METTERSI IN GIOCO – Nei centri dove sono ospiti, sono garantiti vitto e alloggio, ma non altro. Non c’è stato un vero piano di inserimento, di integrazione. Sono anime parcheggiate in attesa di un documento che gli dia di nuovo la voglia di sperare, di guardare oltre queste mura dei centri. Anche se ci sono esperienze belle, come quella di InyanG. Lui viene dalla Nigeria. L’abbiamo incontrato ad un concerto, ma non da spettatore. Era uno dei cantanti dell’orchestra Multietnica Mediterranea. Inyang è arrivato anche lui nel maggio 2011, sui barconi della speranza. Ci racconta che era sempre in albergo, annoiato, ma grazie ad alcuni volontari di un’associazione è riuscito ad esprimere il suo talento. E con la sua tenacia e voglia di mettersi in gioco è riuscito a trovare la sua strada.

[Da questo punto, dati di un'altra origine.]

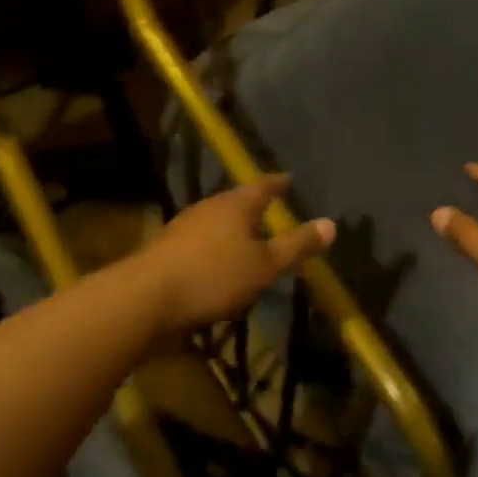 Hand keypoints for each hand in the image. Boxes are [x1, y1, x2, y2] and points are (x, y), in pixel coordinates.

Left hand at [138, 176, 335, 334]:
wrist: (146, 298)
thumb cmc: (214, 276)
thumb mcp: (265, 265)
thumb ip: (297, 245)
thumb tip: (331, 223)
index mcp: (235, 205)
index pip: (263, 186)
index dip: (278, 183)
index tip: (289, 178)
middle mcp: (208, 208)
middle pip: (236, 202)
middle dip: (254, 206)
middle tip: (272, 209)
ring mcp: (183, 228)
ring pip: (216, 222)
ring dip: (233, 229)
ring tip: (248, 238)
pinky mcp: (167, 251)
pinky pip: (201, 243)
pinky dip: (215, 248)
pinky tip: (218, 265)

L’EMERGENZA MAL GESTITA – Sonoq uesti solo alcuni esempi che dimostrano come l’immigrazione non sia un peso di cui doversi liberare, anzi una risorsa. Scorrendo, invece, l’emergenza ci si ritrova di fronte a cifre assurde: 25mila euro spesi per ogni singolo richiedente asilo, garantendo solo vitto, alloggio e null’altro, senza dimenticare che i centri che ospitavano i profughi, in molti casi con molta inesperienza, sono stati lasciati non di rado soli da chi gestiva l’emergenza.
LA DENUNCIA – Domani 28  febbraio, intanto, il Viminale farà calare la scure sull’emergenza, dichiarandola finita. Cosa accadrà? Tutto resta incerto. Con buona probabilità   a ciascuno verrà dato il famigerato titolo di viaggio che gli permette di viaggiare in Europa e 500 euro. Ma il documento gli permetterà di essere regolari solo per 90 giorni. Una soluzione che desta preoccupazione tanto in Italia quanto nel resto d’Europa. Un’emergenza durata quasi due anni “Andremo via senza sapere dove, ci sentiamo abbandonati per una seconda volta” è ciò che ci dice abdusalam. Sono venuti qui con una speranza, andranno via con un documento e 500 euro, null’altro.